We can use Poisson distribution formula where $\lambda = 7$
$$\frac 1 {n!} (\lambda t)^n e^{-\lambda t}$$
But in Poisson distribution the lambda equals variance. In this case variance is $12.$ So we can't use Poisson.
But why we can't use Poisson distribution, what does it mean variance is not equal to lambda?
These two are contradicting since for a Poisson distribution of the data you would expect equal mean and variance.
So one of the two premisses must be false.
It could be that the measurements are not correct. Or possibly the data set is only small such that it is incorrect to interpret the values $\mu=7$ and $\sigma^2=12$ as good estimates for the parameters of the distributiuon.
I see you have a related question on the math.stackexchange where you mention that the data are accidents per month. I can imagine that with this low frequency of sampling you do not have a large data set. Say you only have data of a single year (12 points), and if the data is hypotetically distributed according to a Poisson distribution with $\lambda=7$, then the distribution for the means and variance of your sample would look like the image below:
So while the mean and variance of the Poisson distribution are be equal, the same is not true for the particular samples that are sampled from a Poisson distribution.
It could be (and I believe it is likely) that you do not have a (single) Poisson process. This would namely be the situation that the probability of an accident is constant in time.
An example how you could have a different situation is when you have the situation that the weekends have a lower rate of accidents (and probably there will be more different types of variations, day/night, winter/summer, peak hours, holidays, etc). In this simple example you get a mixture of two Poisson distributions: $$f(k) = \frac{2}{7} \frac{(\lambda-5a)^k e^{-(\lambda-5a)}}{k!} + \frac{5}{7} \frac{(\lambda+2a)^k e^{-(\lambda+2a)}}{k!}$$ When $\lambda = 7$ and $a=\sqrt{0.5}$, then you have a mean 7 and variance 12. 
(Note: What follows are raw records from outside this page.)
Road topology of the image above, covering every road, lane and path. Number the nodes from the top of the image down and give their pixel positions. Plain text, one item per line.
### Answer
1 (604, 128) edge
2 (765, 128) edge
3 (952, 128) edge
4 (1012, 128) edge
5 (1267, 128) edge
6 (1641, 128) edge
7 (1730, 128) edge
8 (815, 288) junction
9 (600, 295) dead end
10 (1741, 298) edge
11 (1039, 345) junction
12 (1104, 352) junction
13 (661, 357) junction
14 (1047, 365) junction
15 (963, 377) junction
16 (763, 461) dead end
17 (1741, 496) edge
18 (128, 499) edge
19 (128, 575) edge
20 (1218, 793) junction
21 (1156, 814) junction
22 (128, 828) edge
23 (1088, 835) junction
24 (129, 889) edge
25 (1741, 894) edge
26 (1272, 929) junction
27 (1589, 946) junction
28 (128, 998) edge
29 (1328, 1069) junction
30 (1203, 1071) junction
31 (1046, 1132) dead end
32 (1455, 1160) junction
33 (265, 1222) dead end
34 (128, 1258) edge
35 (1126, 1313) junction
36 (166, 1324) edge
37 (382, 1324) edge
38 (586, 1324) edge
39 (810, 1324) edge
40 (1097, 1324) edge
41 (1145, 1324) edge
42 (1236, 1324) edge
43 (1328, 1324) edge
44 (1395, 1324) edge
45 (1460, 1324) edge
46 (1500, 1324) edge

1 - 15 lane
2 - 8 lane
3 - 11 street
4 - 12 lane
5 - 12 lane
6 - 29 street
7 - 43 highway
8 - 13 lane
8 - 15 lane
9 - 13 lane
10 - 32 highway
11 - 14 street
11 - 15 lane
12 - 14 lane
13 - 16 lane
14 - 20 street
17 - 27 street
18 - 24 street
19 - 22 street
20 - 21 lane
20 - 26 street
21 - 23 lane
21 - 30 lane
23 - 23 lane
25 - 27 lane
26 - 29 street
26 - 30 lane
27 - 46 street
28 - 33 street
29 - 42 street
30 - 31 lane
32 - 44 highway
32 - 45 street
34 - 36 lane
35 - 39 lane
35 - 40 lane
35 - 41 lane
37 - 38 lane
Thus a situation with $\lambda_\text{weekdays} \approx 8.41$ and $\lambda_\text{weekend} \approx 3.46$ could explain your observation. But, of course, this is only one of many examples how the probability for accidents is not constant in time and you should investigate this further. If you look for overdispersion you will be able to find hints how to deal with your problem.